Proving once again it’s what you _don’t_ worry about that bites you in the ass, the Lab heist goes smoothly. Ridiculously smoothly, like she and Jonathan do this all the time rather than once, and not very well. It doesn’t take much acting on their parts. Jonathan can’t stop his leg from beating out a staccato rhythm under the table. Nancy is restless and raging; would throw a chair at the unbelievably smug Dr. Owens except that would defeat the purpose of the entire enterprise.

When he shows off the Gate, like he made it himself, it’s legitimately awe inspiring. Perfectly terrifying. Beyond comprehension. Nancy’s time in the Upside Down so brief and adrenaline filled she can barely remember what it felt like to be there, let alone – apart from the not-face of the Demogorgon that will haunt her dreams possibly forever - what it looked like. She has a sudden, senseless urge to step into a hazmat suit. Descend into the pulsing, groaning depths. Investigate. See if she can find Jonathan’s house. Will’s hideout. Steve’s swimming pool. Eleven. Barb’s body.

She plays the self righteous naïf. _Oh Doctor, please explain to me all you’ve accomplished and why it's reasonable, wonderful_. Lets herself be escorted to Jonathan’s car by a balding, muscle turning to fat dad henchman who shouldn’t be menacing, but is. Then they’re speeding away, Nancy’s heartbeat slows but her face is still tight, the tendons of her neck like steel rods.

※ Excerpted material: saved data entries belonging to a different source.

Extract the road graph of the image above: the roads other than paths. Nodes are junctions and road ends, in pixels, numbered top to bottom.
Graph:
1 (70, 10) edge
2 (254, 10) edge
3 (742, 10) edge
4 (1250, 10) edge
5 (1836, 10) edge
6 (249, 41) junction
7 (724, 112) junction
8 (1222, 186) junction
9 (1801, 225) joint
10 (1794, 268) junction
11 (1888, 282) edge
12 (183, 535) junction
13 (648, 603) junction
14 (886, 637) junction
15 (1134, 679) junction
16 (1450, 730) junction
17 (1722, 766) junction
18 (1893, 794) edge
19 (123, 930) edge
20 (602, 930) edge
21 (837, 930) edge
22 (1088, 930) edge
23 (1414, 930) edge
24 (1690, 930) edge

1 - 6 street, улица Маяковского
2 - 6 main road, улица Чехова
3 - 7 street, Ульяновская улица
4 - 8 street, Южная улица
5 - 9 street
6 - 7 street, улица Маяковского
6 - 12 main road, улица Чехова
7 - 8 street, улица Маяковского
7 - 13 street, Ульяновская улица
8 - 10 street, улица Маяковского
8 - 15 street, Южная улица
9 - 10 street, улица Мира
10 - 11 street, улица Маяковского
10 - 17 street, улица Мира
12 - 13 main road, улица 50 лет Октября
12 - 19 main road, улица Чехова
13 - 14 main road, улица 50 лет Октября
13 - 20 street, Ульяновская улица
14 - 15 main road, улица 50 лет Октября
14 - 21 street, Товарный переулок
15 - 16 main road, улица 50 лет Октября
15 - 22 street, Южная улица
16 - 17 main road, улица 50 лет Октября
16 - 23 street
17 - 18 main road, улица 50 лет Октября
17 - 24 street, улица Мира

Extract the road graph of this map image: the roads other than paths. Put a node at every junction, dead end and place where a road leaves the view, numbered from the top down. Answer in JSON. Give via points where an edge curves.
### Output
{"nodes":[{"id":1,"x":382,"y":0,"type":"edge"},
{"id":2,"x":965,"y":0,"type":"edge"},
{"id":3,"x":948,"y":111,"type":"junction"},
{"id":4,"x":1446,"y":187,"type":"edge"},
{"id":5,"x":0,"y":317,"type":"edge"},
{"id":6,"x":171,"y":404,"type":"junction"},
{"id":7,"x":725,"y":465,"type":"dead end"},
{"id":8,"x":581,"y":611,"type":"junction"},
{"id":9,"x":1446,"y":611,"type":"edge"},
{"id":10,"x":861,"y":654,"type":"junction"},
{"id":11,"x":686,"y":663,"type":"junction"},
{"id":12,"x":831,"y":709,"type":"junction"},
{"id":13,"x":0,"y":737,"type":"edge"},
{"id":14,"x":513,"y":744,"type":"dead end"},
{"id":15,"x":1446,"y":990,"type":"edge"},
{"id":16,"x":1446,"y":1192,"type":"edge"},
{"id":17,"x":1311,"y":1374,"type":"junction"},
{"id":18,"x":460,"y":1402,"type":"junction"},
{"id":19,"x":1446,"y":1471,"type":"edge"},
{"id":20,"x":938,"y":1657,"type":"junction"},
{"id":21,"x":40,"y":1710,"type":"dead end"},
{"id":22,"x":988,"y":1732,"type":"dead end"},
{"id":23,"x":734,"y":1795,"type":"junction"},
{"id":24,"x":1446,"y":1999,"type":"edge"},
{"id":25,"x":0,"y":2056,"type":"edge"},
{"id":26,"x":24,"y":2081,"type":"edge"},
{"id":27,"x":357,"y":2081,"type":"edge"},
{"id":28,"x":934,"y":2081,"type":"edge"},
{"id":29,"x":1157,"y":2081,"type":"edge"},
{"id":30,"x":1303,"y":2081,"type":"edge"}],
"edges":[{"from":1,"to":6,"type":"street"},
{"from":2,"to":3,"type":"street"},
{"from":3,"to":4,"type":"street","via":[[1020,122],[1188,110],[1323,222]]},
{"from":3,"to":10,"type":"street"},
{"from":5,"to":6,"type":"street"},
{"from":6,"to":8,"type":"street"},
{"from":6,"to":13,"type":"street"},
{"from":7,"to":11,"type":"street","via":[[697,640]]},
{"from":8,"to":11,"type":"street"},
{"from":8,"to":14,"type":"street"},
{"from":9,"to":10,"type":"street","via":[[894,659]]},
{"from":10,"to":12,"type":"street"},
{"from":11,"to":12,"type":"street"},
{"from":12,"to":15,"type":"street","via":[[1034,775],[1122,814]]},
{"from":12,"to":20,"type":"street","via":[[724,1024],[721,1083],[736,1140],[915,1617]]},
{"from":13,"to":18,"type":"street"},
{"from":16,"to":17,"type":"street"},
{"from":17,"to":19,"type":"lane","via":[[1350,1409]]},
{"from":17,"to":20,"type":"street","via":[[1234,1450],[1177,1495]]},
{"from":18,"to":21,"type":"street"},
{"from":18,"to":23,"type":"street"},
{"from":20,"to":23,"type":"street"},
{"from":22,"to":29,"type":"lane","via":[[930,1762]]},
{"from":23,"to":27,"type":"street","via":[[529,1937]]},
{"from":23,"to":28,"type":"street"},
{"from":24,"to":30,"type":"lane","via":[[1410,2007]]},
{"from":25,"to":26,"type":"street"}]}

Once they confirm that Dr. Owens’ justifications, excuses and unsubtle threats have been recorded, Nancy finally loosens, lets herself smile, even if it’s a little grim, a little brittle. For months she’s envisioned the Lab scientists as evil masterminds. In the end they turn out to be clueless, cover their ass bureaucrats, with no idea how to fix the giant clusterfuck that’s been dumped in their laps. And the Wheelers and Byers are held in such contempt - seen as such hicks, such rubes, such nobodies - no one even bothered to look through her purse.  

Her plan might not have been good. But it was good enough.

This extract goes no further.